The Geneva Accords of 1988 led to the Soviet withdrawal from Afghanistan and it was expected that the refugees would return to their country as soon as the situation stabilized. This, however, did not happen. Although the embattled Afghan President Mohammad Najibullah actually appealed to the 5 million Afghan refugees residing outside the country to return home and rebuild the war-torn country and but the Afghan refugees did not consider his appeal seriously. Afghanistan was in the throes of a civil war and the conditions there far from certain (Tempest, 1988). In 1992, Najibullah government fell and the mujahidin took control of Afghanistan but infighting amongst warring factions only complicated issues. This led to the rise of the Taliban in 1996 which reversed the repatriation process by the UNHCR and more refugees poured into Pakistan and Iran. The political turmoil of 1992 and 1996 triggered the second and third waves of the refugee movements into Pakistan.

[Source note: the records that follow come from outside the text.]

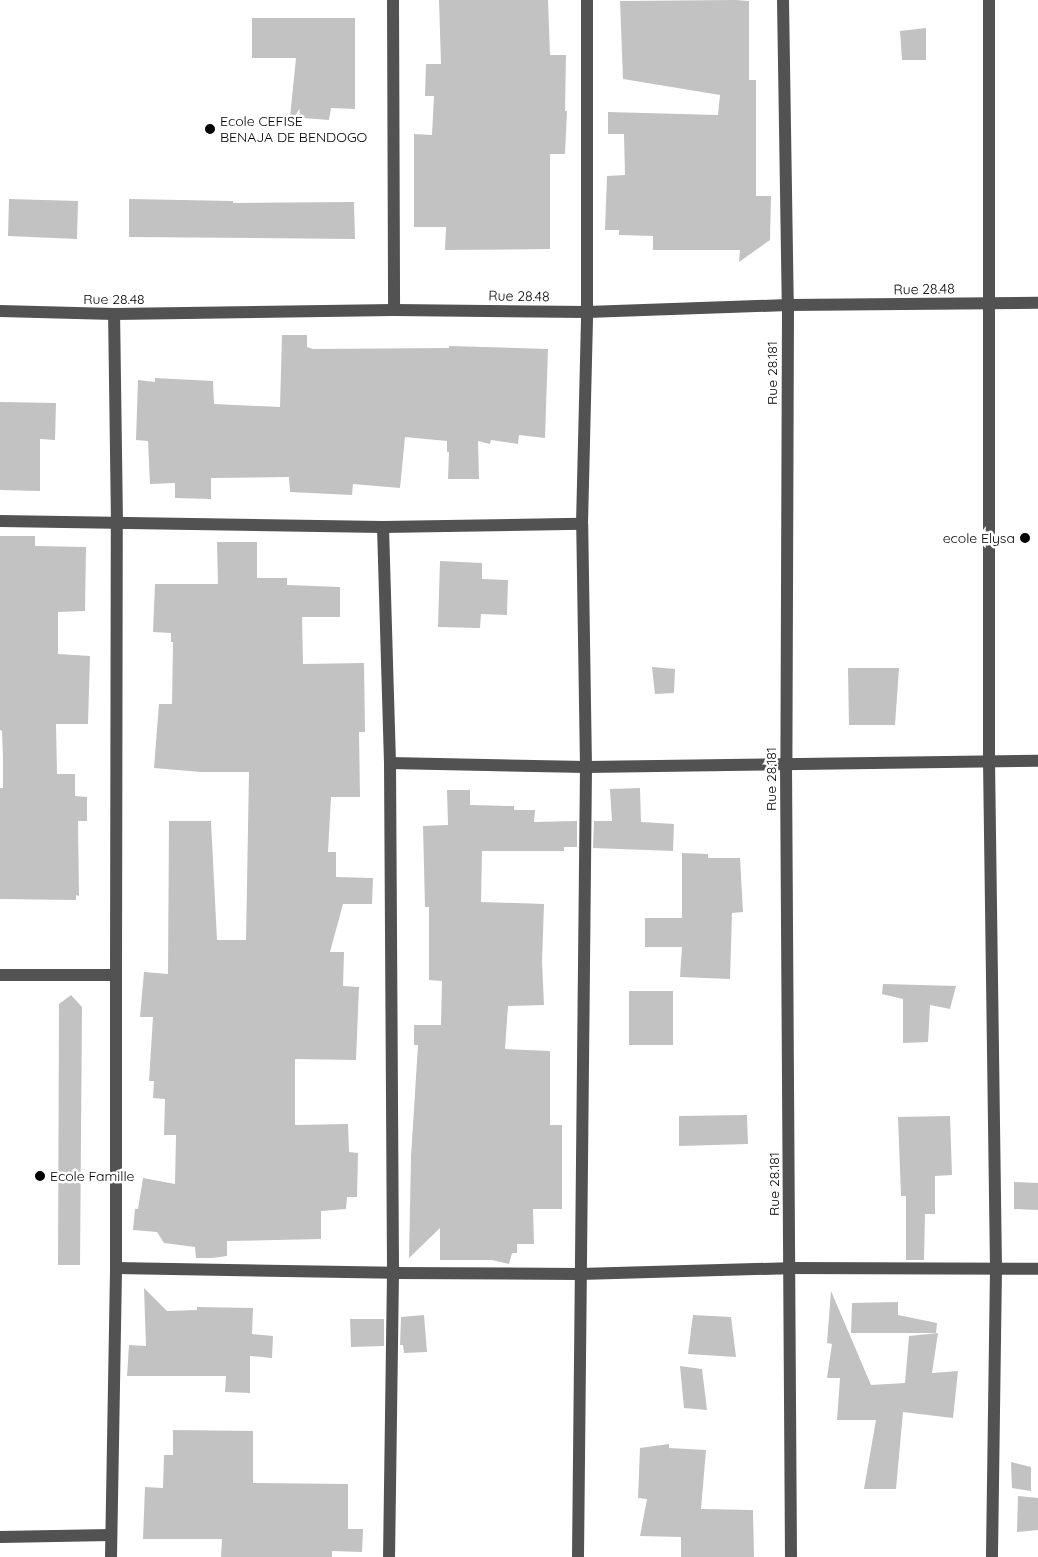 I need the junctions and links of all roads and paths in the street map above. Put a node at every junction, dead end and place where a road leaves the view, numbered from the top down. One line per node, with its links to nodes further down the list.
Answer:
1 (394, 0): 8 (street)
2 (587, 0): 10 (street)
3 (783, 0): 7 (street, Rue 28.181)
4 (989, 0): 5 (street)
5 (990, 303): 6 (street, Rue 28.48); 7 (street, Rue 28.48); 16 (street)
6 (1038, 303)
7 (788, 305): 10 (street, Rue 28.48); 19 (street, Rue 28.181)
8 (394, 310): 10 (street, Rue 28.48); 11 (street, Rue 28.48)
9 (0, 311): 11 (street, Rue 28.48)
10 (587, 312): 14 (street)
11 (114, 314): 13 (street)
12 (0, 521): 13 (street)
13 (117, 524): 15 (street); 22 (street)
14 (582, 524): 15 (street); 20 (street)
15 (383, 527): 18 (street)
16 (989, 761): 17 (street); 19 (street); 25 (street)
17 (1038, 761)
18 (390, 764): 20 (street); 27 (street)
19 (786, 764): 20 (street); 24 (street, Rue 28.181)
20 (586, 767): 28 (street)
21 (0, 975): 22 (street)
22 (116, 975): 23 (street)
23 (116, 1268): 27 (street); 29 (street)
24 (789, 1268): 25 (street); 28 (street); 34 (street, Rue 28.181)
25 (996, 1268): 26 (street); 35 (street)
26 (1038, 1269)
27 (393, 1273): 28 (street); 32 (street)
28 (580, 1274): 33 (street)
29 (111, 1535): 30 (street); 31 (street)
30 (0, 1537)
31 (112, 1557)
32 (389, 1557)
33 (578, 1557)
34 (791, 1557)
35 (992, 1557)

The events of 9/11 and the alleged involvement of the Taliban government in giving shelter to the Al Qaeda cohorts, who were blamed for bombing the World Trade Center became the causus belli for the US invasion of Afghanistan in 2001. After US forces were able to evict the Taliban and install a government of their choice in Kabul, the repatriation process was revived but the migration to Pakistan could not be staunched because of the porous border between Pakistan and Afghanistan (Akhtar, 2008). While many Afghan refugees were repatriated the continued turmoil in the country not stop them from returning to Pakistan. This marked the fourth significant wave of Afghan refugee movement into Pakistan. It is a sad fact that despite the UNHCR-led repatriation process, 160000 Afghans fled to Pakistan in 2011to escape persecution in Afghanistan (Hiegemann, 2015).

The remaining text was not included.